→ **WHAT IS EXPECTED**
In the records below, find every line that contains "roads" and list it.

DATA PROVIDED START

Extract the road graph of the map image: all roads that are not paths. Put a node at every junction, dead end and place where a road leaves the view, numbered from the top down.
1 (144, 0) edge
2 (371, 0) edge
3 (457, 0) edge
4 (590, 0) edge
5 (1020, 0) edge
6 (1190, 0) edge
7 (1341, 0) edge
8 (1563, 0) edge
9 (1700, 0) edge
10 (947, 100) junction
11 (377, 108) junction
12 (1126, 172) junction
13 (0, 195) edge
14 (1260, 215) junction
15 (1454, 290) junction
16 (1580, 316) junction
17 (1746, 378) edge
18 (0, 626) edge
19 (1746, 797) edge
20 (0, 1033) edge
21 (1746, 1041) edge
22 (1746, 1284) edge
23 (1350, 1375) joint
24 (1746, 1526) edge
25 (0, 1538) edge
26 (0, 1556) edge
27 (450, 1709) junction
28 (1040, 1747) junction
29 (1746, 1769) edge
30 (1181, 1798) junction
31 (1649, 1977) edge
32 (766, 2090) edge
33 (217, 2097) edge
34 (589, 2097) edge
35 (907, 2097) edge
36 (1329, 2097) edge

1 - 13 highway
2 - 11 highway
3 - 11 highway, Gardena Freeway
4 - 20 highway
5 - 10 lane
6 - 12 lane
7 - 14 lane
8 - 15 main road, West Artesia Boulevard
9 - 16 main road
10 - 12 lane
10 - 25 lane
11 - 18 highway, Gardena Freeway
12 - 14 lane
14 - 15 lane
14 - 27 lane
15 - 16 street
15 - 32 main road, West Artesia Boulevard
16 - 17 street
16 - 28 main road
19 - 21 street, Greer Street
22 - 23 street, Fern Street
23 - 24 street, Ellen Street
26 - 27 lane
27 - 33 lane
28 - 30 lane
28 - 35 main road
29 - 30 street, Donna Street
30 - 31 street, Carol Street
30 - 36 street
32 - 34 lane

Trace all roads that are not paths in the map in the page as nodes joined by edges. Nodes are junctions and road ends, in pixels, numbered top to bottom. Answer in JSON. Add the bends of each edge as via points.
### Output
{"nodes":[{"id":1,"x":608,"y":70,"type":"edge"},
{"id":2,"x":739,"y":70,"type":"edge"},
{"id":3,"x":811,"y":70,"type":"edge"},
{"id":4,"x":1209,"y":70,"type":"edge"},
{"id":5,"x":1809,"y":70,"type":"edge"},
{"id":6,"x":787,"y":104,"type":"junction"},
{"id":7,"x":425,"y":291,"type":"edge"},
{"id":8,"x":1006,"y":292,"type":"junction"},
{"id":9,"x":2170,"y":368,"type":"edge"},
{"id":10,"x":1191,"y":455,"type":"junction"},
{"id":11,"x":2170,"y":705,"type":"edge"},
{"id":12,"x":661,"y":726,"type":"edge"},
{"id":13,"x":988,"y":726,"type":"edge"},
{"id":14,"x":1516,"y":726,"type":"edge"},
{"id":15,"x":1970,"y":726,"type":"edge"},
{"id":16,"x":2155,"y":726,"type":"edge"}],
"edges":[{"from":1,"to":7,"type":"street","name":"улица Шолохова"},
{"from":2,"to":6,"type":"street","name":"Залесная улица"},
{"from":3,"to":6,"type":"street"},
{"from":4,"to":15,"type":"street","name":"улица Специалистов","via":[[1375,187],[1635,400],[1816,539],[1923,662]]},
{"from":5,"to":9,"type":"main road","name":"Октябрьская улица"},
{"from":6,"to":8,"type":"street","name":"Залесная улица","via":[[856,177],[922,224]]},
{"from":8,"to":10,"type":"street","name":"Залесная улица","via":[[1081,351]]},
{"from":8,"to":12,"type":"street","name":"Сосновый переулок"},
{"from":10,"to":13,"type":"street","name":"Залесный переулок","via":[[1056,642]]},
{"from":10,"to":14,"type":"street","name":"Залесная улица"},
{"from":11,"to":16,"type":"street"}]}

DATA PROVIDED END

→ **ANSWER TO THE PROBLEM**
Extract the road graph of the map image: all roads that are not paths. Put a node at every junction, dead end and place where a road leaves the view, numbered from the top down.
Trace all roads that are not paths in the map in the page as nodes joined by edges. Nodes are junctions and road ends, in pixels, numbered top to bottom. Answer in JSON. Add the bends of each edge as via points.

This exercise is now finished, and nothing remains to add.